The Monero network, known for its emphasis on privacy, recently experienced a 51% attack. This situation implies that a single entity has gained control over the network. Following developer announcements regarding this event, the value of XMR saw a decrease of nearly 9%.

On August 12th, Sergey Ivancheglo, a prominent figure in the crypto space known as “Come-from-Beyond” (CFB), made a statement on X (formerly Twitter). He indicated that Qubic’s computational power had exceeded 51% of Monero’s total network hash rate, adding:

“It appears Qubic has achieved 51% control over Monero. Independent confirmations are awaited.”

Charles Guillemet, Ledger’s CTO, later verified this claim. He confirmed that Qubic now commands a majority of Monero’s overall computational resources.

He further explained:

“Other miners are disincentivized from participating, as Qubic can simply reject any competing blocks, effectively becoming the only miner.”

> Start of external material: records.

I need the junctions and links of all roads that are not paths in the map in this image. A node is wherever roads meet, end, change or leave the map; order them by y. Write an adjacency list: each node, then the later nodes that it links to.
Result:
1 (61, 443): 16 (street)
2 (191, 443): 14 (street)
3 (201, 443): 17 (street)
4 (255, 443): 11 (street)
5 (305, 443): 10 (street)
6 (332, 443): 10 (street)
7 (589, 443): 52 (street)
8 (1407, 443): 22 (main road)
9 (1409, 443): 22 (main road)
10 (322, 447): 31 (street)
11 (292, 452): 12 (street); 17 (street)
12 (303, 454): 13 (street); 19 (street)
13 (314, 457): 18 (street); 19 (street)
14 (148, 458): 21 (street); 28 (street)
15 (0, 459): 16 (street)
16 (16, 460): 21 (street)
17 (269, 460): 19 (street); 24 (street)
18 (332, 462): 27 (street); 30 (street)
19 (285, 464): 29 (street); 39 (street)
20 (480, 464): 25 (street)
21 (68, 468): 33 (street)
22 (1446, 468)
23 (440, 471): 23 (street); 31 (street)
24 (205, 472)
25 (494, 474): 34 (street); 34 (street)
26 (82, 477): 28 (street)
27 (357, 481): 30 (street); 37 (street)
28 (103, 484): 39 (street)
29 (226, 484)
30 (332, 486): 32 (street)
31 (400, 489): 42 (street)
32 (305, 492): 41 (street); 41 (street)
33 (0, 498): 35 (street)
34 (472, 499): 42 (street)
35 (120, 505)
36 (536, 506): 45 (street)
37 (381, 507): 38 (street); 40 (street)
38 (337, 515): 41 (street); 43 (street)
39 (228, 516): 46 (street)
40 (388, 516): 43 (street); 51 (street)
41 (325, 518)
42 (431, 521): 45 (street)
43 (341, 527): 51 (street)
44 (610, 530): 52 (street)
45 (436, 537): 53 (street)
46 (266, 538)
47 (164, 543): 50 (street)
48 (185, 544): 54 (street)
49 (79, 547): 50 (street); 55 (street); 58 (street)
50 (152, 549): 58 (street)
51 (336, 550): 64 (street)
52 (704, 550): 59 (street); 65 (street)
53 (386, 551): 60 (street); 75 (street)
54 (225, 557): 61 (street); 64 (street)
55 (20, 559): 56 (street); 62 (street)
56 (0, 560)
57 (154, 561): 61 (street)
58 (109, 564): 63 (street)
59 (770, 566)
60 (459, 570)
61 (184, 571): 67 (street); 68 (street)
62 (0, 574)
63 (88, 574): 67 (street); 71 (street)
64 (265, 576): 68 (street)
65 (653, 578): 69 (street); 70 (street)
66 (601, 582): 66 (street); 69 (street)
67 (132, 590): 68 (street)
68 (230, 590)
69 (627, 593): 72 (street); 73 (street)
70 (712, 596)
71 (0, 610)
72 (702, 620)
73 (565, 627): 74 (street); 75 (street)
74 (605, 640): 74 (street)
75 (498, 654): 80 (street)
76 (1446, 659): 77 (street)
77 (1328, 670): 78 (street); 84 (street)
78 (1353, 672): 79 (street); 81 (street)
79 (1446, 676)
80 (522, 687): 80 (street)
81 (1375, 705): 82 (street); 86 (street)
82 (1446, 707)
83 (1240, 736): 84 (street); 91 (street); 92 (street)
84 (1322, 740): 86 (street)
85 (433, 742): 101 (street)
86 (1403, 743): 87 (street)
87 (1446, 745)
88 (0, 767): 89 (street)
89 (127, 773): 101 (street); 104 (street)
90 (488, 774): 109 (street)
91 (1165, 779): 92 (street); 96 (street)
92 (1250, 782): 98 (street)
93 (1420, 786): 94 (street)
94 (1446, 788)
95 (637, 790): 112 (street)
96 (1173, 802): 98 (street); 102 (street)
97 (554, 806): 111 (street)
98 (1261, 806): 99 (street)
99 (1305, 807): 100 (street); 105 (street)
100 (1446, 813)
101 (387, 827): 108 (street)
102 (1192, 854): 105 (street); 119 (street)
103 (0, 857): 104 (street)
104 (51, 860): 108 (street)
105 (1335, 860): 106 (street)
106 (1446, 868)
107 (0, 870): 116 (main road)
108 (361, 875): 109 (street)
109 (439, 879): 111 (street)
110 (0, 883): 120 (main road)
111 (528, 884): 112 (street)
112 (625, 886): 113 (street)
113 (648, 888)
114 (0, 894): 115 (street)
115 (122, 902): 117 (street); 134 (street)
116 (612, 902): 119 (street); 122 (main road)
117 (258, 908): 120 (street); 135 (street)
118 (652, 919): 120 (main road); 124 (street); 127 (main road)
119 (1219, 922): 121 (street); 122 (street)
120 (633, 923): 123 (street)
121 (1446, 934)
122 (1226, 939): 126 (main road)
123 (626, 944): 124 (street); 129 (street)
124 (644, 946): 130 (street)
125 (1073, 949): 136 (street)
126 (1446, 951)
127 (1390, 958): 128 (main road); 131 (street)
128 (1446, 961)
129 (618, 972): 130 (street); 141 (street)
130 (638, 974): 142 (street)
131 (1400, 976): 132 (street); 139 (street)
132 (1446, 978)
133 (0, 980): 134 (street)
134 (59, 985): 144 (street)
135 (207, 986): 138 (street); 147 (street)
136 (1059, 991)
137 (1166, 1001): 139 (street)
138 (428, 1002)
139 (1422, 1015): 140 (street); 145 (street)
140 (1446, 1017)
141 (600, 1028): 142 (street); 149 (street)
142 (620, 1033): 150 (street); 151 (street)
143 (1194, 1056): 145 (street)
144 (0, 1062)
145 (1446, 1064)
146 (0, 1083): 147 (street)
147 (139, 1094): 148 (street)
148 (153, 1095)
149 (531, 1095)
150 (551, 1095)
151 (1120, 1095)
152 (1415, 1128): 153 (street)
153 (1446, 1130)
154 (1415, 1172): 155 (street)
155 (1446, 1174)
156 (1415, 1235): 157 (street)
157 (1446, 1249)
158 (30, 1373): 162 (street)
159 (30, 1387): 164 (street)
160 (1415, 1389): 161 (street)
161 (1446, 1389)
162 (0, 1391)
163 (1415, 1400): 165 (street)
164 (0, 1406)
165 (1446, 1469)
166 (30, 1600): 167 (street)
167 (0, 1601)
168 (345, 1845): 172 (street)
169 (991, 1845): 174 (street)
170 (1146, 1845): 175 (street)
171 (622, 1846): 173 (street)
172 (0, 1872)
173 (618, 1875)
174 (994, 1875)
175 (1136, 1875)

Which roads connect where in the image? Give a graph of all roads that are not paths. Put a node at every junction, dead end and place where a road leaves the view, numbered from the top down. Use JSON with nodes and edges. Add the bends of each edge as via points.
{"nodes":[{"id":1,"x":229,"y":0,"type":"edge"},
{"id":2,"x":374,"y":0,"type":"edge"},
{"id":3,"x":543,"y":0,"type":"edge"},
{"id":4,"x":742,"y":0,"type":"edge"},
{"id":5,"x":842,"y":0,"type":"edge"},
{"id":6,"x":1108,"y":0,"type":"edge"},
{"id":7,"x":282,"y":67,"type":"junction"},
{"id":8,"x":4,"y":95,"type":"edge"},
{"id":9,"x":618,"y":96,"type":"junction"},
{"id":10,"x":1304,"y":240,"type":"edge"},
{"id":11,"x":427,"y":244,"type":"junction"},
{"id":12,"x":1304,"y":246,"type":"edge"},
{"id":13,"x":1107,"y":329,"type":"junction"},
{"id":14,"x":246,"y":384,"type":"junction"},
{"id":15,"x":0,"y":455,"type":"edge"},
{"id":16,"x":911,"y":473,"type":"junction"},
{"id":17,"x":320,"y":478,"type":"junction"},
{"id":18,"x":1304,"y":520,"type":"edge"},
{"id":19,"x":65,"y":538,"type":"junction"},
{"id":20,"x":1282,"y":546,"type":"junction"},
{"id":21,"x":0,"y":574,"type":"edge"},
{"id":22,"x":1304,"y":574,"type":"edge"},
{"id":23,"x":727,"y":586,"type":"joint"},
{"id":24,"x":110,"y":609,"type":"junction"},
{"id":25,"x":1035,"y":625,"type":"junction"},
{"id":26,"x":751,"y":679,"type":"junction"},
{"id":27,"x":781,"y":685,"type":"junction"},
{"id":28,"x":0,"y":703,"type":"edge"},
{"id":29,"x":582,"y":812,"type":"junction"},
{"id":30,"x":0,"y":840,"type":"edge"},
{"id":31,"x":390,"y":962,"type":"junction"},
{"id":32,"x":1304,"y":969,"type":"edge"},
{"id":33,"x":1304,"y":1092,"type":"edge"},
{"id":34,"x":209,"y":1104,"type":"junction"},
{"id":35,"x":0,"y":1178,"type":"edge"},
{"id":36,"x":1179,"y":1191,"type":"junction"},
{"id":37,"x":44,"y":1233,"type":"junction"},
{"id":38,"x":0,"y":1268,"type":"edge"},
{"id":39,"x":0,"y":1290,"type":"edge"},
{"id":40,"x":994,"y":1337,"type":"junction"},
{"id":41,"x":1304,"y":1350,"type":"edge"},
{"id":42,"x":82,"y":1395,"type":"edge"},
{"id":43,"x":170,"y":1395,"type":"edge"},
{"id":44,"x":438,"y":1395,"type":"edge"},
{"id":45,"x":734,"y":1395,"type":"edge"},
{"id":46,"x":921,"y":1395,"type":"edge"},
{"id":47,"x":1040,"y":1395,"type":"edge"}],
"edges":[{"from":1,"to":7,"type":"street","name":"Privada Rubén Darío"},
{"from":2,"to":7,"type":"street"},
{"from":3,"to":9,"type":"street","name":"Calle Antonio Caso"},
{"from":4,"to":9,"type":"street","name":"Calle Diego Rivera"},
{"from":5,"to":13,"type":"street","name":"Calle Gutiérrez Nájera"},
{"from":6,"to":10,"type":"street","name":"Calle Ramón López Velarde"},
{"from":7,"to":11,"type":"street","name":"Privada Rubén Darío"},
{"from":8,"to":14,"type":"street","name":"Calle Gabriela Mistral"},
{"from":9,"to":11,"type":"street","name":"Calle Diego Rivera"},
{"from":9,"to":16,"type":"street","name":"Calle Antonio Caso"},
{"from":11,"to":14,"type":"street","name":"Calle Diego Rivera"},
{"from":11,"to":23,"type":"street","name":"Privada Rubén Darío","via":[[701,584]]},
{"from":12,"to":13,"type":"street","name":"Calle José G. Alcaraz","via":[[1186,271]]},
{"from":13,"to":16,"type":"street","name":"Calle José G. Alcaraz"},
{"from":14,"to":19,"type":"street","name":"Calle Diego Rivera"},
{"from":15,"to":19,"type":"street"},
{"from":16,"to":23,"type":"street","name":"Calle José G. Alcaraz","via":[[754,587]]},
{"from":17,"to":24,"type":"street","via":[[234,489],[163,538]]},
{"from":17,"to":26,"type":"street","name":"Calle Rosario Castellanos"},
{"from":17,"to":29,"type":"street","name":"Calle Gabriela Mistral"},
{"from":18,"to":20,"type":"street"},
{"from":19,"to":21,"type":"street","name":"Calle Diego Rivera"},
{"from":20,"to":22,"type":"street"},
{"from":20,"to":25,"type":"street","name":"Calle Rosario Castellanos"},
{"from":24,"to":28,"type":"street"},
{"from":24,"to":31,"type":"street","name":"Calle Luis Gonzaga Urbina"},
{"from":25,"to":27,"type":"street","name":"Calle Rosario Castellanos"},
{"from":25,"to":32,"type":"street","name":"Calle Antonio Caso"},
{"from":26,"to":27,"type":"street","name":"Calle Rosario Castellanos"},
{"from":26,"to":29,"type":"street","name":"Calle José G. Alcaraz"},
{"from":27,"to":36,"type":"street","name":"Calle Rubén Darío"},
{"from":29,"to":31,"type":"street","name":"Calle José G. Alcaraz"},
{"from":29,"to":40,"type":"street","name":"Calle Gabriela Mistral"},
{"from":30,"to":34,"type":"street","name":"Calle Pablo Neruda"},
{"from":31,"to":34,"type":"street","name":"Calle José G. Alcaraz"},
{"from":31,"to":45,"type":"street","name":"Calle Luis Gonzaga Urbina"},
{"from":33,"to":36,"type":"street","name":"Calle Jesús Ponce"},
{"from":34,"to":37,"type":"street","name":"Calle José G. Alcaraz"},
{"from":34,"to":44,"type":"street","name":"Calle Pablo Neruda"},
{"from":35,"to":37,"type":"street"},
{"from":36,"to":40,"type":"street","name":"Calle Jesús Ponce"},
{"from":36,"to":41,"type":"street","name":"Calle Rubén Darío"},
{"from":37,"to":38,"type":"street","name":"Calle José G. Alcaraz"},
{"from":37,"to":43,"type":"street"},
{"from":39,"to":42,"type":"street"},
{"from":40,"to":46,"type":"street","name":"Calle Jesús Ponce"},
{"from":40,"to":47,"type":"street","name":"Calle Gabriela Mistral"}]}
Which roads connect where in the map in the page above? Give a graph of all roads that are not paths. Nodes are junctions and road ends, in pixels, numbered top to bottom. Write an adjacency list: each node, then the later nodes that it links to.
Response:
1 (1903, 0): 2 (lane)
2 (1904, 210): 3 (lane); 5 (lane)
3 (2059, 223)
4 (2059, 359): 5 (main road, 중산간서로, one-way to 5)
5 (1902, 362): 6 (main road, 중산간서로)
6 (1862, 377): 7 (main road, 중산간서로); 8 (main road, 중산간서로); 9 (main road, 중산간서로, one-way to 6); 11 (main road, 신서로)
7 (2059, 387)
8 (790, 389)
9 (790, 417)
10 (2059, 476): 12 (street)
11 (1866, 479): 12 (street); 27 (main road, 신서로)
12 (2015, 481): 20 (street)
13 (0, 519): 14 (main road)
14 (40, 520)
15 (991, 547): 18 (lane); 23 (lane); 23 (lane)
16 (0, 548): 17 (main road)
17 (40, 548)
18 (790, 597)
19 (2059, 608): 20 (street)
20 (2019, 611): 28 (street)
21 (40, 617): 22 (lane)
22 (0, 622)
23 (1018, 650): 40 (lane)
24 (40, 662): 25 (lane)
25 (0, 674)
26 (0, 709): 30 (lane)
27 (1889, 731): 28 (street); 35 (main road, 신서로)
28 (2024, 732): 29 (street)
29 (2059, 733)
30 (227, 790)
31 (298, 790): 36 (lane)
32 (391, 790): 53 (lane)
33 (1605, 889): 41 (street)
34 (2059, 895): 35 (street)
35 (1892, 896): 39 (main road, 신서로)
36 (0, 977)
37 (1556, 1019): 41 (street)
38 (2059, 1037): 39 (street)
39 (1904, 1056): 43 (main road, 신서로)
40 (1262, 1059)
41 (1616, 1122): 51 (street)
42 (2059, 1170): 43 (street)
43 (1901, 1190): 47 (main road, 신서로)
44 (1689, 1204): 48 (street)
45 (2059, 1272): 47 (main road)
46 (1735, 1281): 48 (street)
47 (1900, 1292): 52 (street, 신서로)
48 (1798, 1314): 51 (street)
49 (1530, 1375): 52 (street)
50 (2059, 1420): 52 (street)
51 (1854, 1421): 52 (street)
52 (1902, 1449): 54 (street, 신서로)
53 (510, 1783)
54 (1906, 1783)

Guillemet cautioned that this degree of dominance could enable large-scale alterations to the blockchain, facilitate double-spending, and introduce transaction censorship.

Qubic Monero
Qubic’s 51% Attack on Monero (Source: Evilcos/X)

Guillemet estimated the daily operational costs of this attack to be around $75 million, but also suggested it could still be profitable, at least for the time being.

The Ledger CTO concluded by stating that this attack has allowed a smaller blockchain to take over a major crypto token. He explained:

“Effectively, a chain with a $300 million market capitalization is taking over one valued at $6 billion. Monero’s avenues for recovery are limited, and a complete takeover is now a distinct possibility, even likely.”

However, CFB asserted that this takeover of the privacy-centric network was specifically designed to better protect it against similar attacks in the future.

According to CFB:

“The Monero team is finalizing their 51% attack protection strategies. Many have accused us of being funded by government agencies to target this anonymous coin. What are your thoughts now, after we have assisted Monero in preparing for future battles against these agencies?”

How Qubic Gained Control of Monero

Qubic’s approach centered on a mining campaign with “pay-to-switch” incentives.

By providing significantly more attractive rewards compared to typical Monero mining pools, Qubic attracted a sufficient number of miners to exceed the 51% threshold.

Data from Chaos Labs indicates that Monero’s hash rate reached 3.01 GH/s as miners pursued daily earnings of $3.13 compared to $0.64 from standard pools. Over the preceding month, Qubic’s actions have contributed to a 28% decrease in XMR’s value, while QUBIC tokens experienced a surge of 57%.

Qubic Monero
Qubic Monero
Impact of Qubic’s Attack on Monero’s Price (Source: Chaos Labs)

Qubic’s model also includes distributing half of its mining profits to participating miners and using the remaining half to buy and destroy QUBIC tokens.

Consequently, if the project mines 100% of Monero’s blocks daily, it yields approximately 432 XMR, valued at around $118,000 at the current rate, with $59,000 being burned daily.

Considering Monero’s focus on privacy, there’s some debate regarding whether Qubic actually achieved the 51% target. The network’s design allows for the obfuscation of hash rate ownership, though CFB, a Qubic developer, has confirmed achieving the hash rate quota. This “stealth hashrate” won’t be reflected on public dashboards that attribute ownership.